Hacia el siglo XXI
El Museo del Prado inició en noviembre el camino
para su renovación de cara a la entrada en el nuevo milenio.
En julio y tras un periodo de negociaciones de ocho meses, la
ministra de Educación y Cultura,
Esperanza
Aguirre, y el cardenal-arzobispo de Madrid, Antonio Mª Rouco,
firmaron un convenio de cesión del claustro de los Jerónimos
al museo madrileño, que permitiría emprender la
mayor renovación de la pinacoteca desde su renovación.

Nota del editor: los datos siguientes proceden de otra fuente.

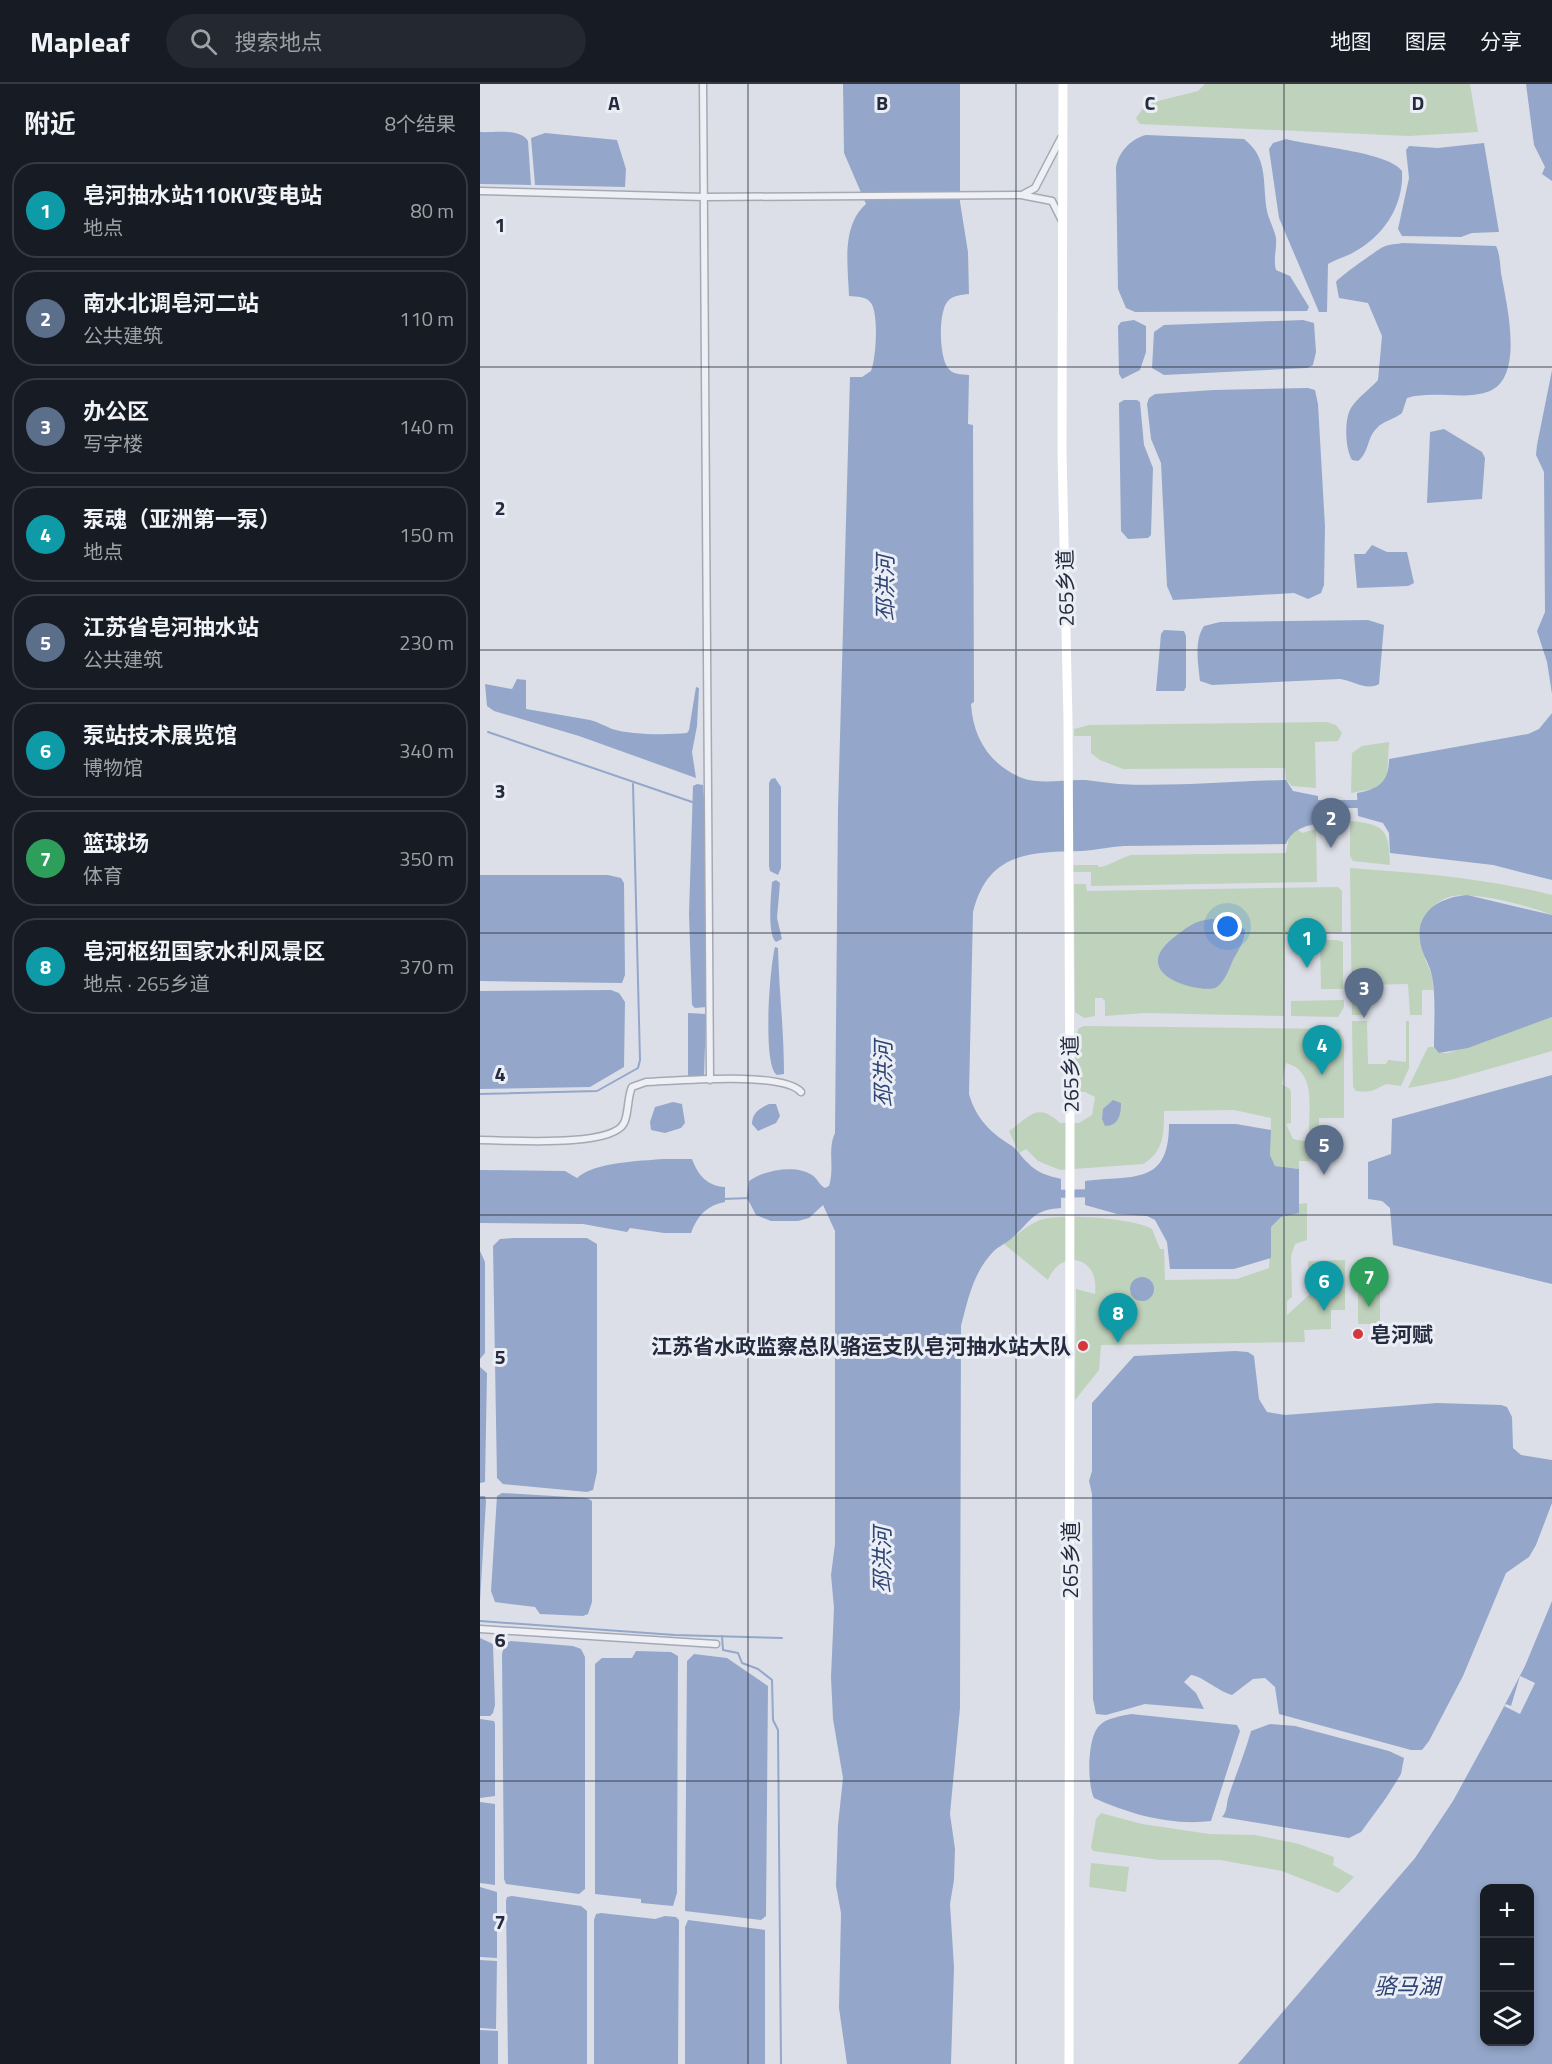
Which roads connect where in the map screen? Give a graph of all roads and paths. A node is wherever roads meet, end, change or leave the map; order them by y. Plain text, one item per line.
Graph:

De esta forma, se pretende crear un nuevo espacio al arte y conseguir
el gran museo del siglo XXI.
Tras este acuerdo, llegó la hora de presentación
de proyectos. Los trabajos de diez profesionales fueron analizados
por una comisión, presidida por el secretario de estado
de Cultura, Miguel Angel Cortés. El jurado otorgó
a Rafael Moneo la ampliación del Prado. Moneo, un arquitecto
con gran experiencia en construcción y rehabilitación
de museos presentó un anteproyecto que unía El
Prado y el claustro de los Jerónimos con un corredor de
cristal y presupuestado en 3.470 millones de pesetas. 14.000
metros cuadrados, que permitirán exhibir 2.000 piezas,
500 más que hasta ahora, serán los elementos básicos
de la reforma presentada bajo el lema Buen Retiro.
El arquitecto, que también recibió el Premio
Internacional Feltrinelli, definió su obra como un proyecto
nacido para «servir al edificio que alberga la pinacoteca».